In October 2020, I presented The Gambia situation as a design project to college students worldwide that wanted to compete in the SWANA YP’s International Solid Waste Design Competition. We asked them to provide a closure plan for the Bakoteh Dumpsite, provide a conceptual design for a new sanitary landfill, and share some cost estimates for each of these endeavors. Seven teams from across the Americas decided to compete. If you are interested, please browse through student design posters, reports, and presentations or contact me, Chris Jimieson.
Thanks to the SWANA YPs, my SCS colleagues, and so many who volunteered to help elevate this project to the international stage.
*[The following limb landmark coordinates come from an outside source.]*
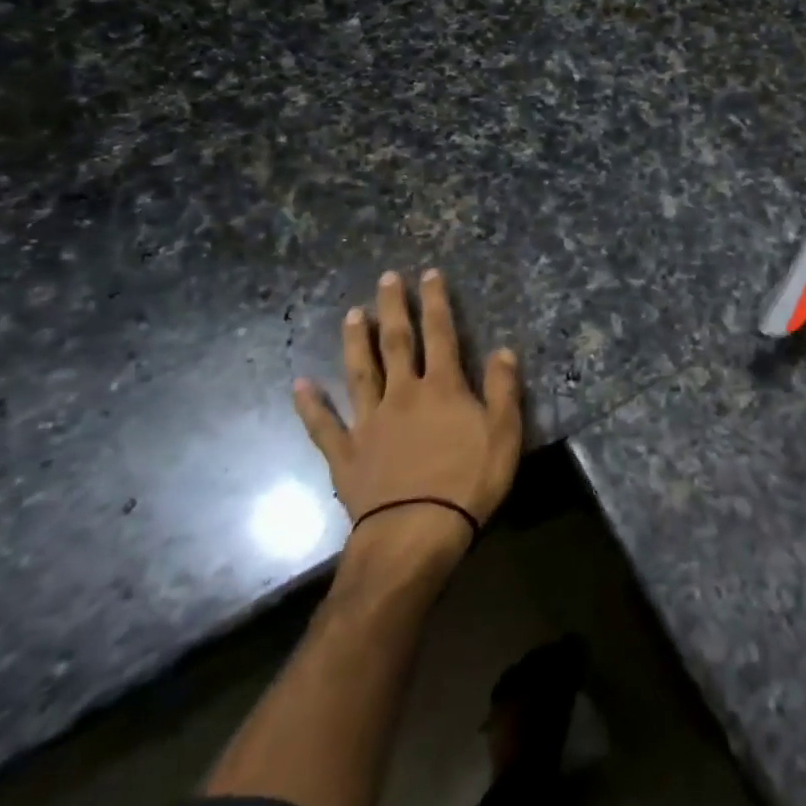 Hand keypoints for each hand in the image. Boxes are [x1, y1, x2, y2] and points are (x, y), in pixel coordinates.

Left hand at [292, 270, 522, 560]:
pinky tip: (300, 385)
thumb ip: (502, 389)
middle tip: (386, 279)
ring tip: (351, 314)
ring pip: (359, 372)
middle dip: (393, 308)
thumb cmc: (468, 482)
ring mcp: (369, 422)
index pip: (441, 334)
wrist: (415, 532)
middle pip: (396, 343)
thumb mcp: (505, 433)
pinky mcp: (346, 454)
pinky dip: (311, 405)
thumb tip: (503, 350)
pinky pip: (325, 425)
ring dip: (355, 342)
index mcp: (442, 387)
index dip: (436, 302)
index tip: (429, 274)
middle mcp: (402, 394) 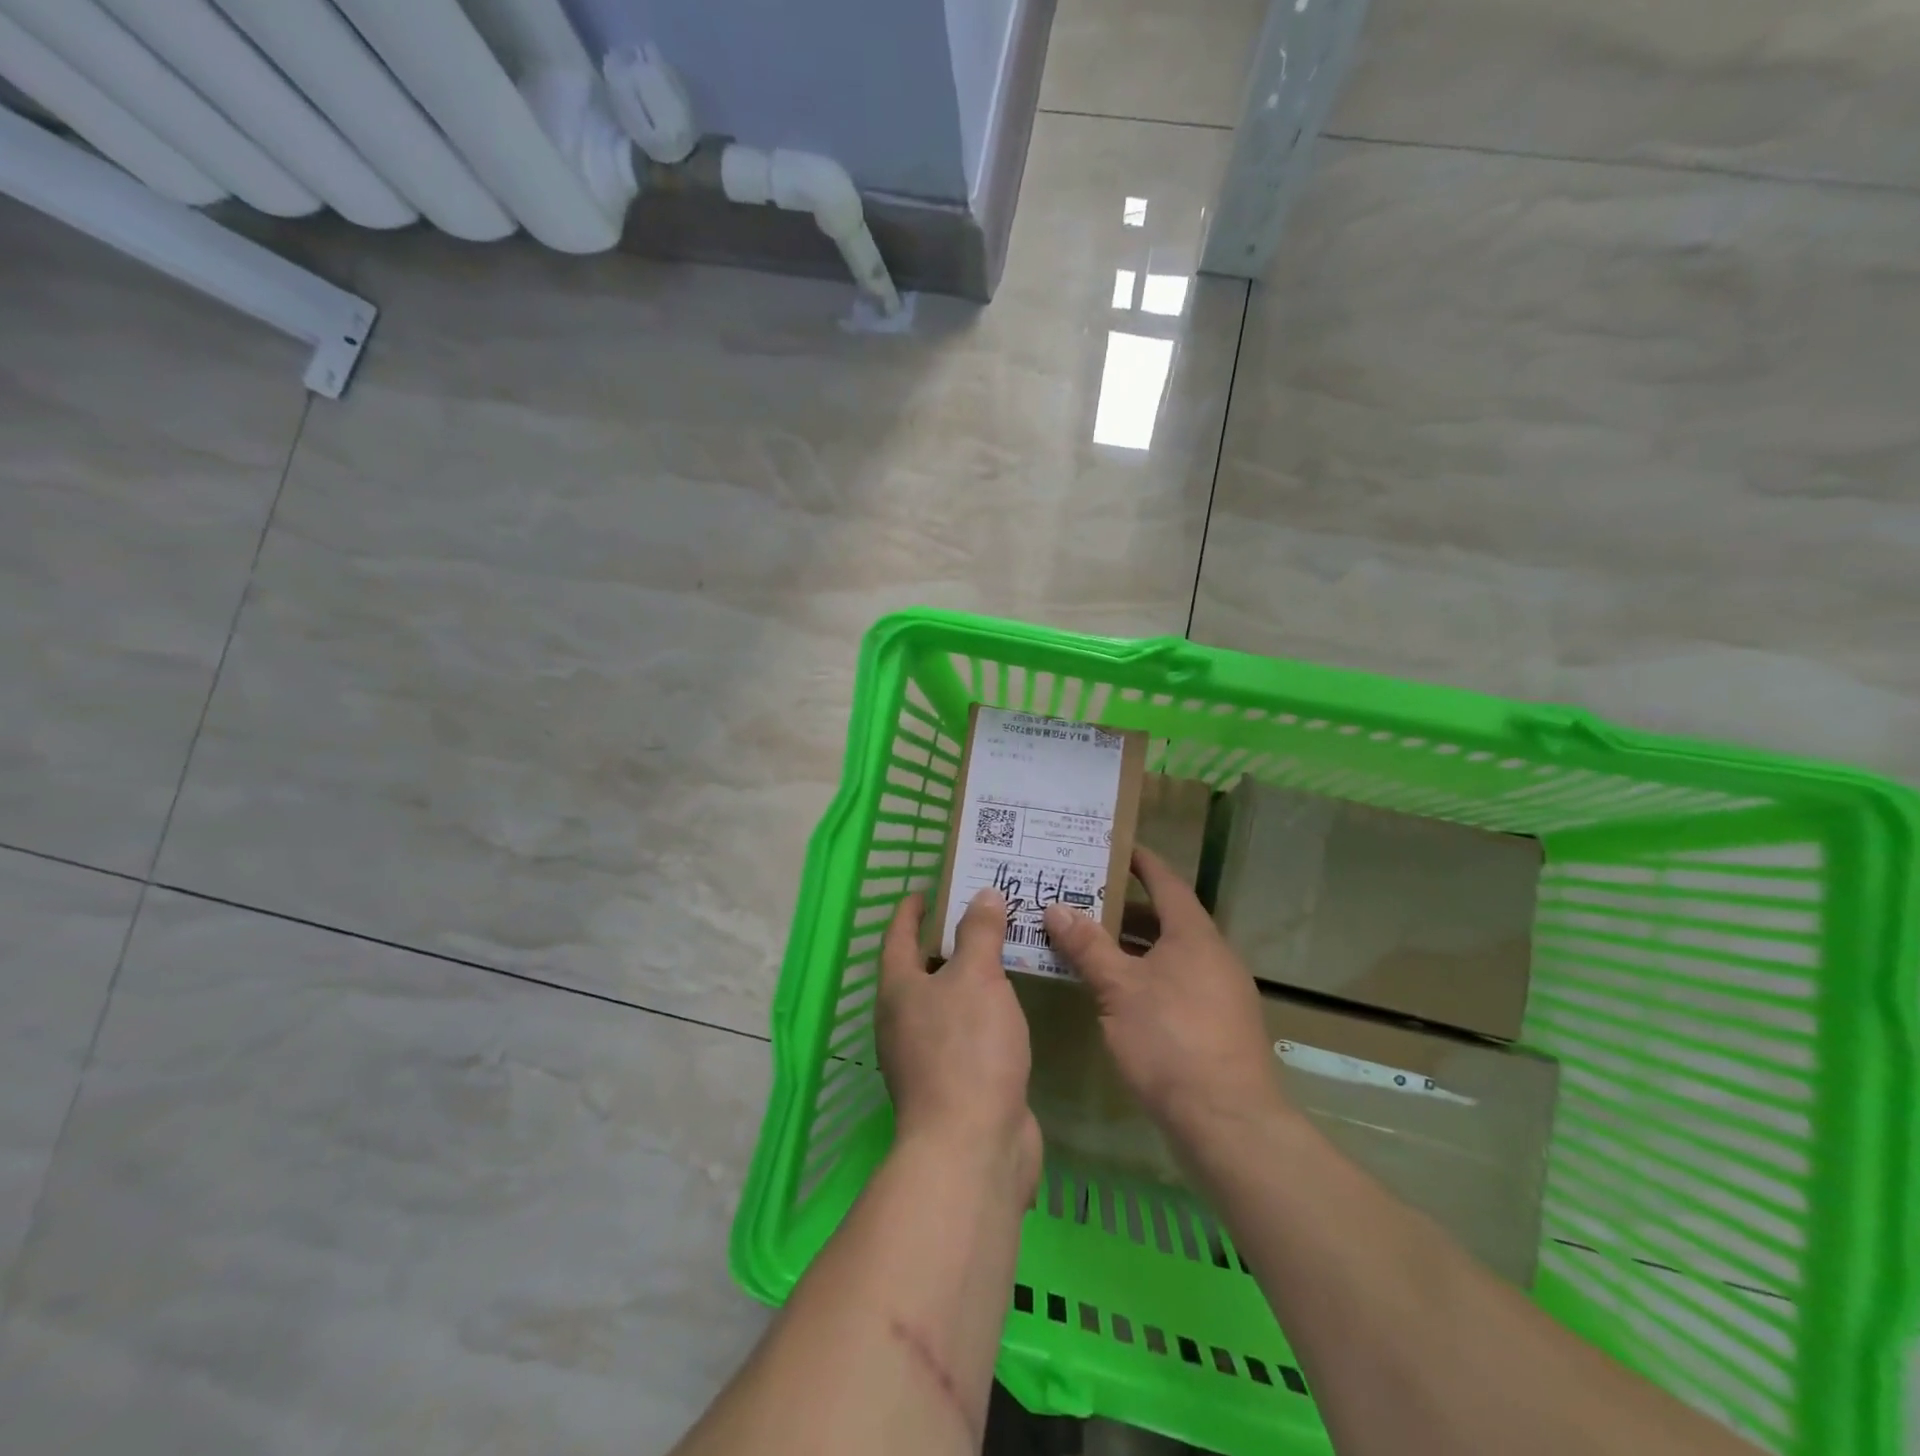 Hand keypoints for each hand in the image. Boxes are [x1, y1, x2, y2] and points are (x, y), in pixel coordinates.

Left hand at [879, 889, 1041, 1196]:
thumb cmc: (967, 1049)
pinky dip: (985, 1009)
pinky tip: (1011, 1002)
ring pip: (948, 1001)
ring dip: (970, 975)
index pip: (897, 935)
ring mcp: (927, 1055)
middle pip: (922, 968)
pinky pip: (968, 1031)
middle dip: (948, 939)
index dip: (911, 909)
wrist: (973, 1147)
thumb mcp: (976, 977)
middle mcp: (904, 1020)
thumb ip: (979, 933)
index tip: (929, 888)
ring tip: (1003, 950)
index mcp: (898, 990)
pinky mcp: (956, 1082)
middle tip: (982, 912)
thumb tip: (982, 895)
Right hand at [1042, 846, 1285, 1151]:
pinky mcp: (1217, 1025)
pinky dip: (1145, 974)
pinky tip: (1116, 992)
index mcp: (1194, 935)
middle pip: (1166, 918)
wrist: (1228, 1123)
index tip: (1112, 848)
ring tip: (1089, 941)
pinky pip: (1176, 981)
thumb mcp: (1119, 989)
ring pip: (1170, 953)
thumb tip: (1056, 907)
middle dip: (1125, 908)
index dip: (1140, 862)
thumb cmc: (1171, 1040)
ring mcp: (1220, 992)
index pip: (1166, 882)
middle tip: (1082, 898)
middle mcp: (1213, 956)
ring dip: (1133, 945)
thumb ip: (1088, 946) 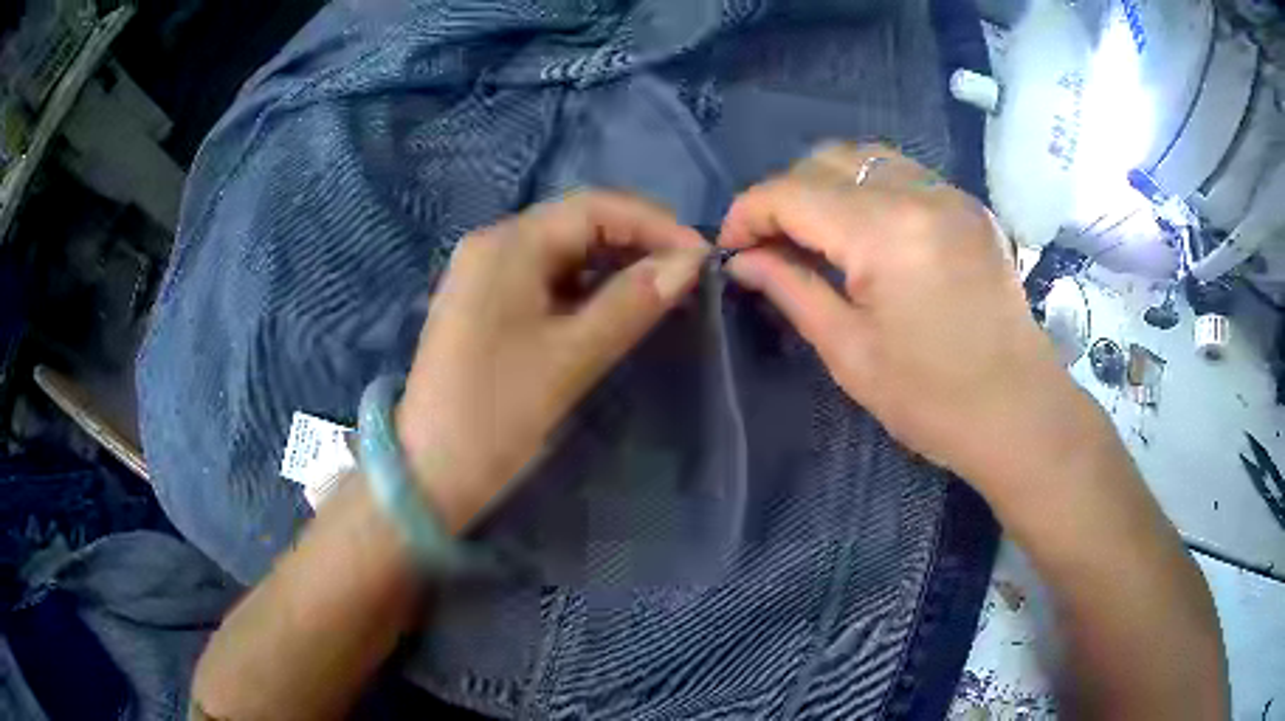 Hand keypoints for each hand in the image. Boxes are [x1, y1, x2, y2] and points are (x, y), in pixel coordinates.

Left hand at [397, 191, 708, 531]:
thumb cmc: (496, 414)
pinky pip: (546, 279)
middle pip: (576, 224)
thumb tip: (690, 263)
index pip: (592, 207)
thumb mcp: (570, 358)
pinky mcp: (486, 305)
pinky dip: (586, 288)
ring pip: (563, 252)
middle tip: (685, 276)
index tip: (700, 257)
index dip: (652, 223)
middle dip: (635, 242)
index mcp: (506, 246)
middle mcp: (492, 246)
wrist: (430, 474)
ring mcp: (485, 276)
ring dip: (613, 265)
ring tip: (660, 291)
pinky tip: (615, 307)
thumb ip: (632, 302)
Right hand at [719, 144, 1081, 491]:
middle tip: (772, 243)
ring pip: (866, 157)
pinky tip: (866, 231)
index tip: (732, 247)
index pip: (792, 192)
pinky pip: (904, 174)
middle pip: (827, 161)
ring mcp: (951, 194)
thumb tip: (744, 259)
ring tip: (815, 233)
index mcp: (885, 232)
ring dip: (827, 185)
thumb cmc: (933, 400)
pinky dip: (869, 189)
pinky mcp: (970, 207)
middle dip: (786, 194)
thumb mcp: (850, 352)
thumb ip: (792, 289)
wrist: (1020, 413)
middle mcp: (919, 193)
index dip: (748, 212)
An open dump refers to a land disposal site where solid waste is disposed of in a manner that does not protect the environment, is susceptible to open burning, and is exposed to the elements, vectors, and scavengers. Therefore, closing or upgrading open dumps to a sanitary landfill is a key issue for many communities worldwide.
In 1976, the passage of U.S. federal legislation known as RCRA pushed for the closure of open dumps and encouraged the development of modern sanitary landfills. In the 1990s, the U.S. EPA issued rules implementing such requirement. As a result, thousands of open dumps were closed.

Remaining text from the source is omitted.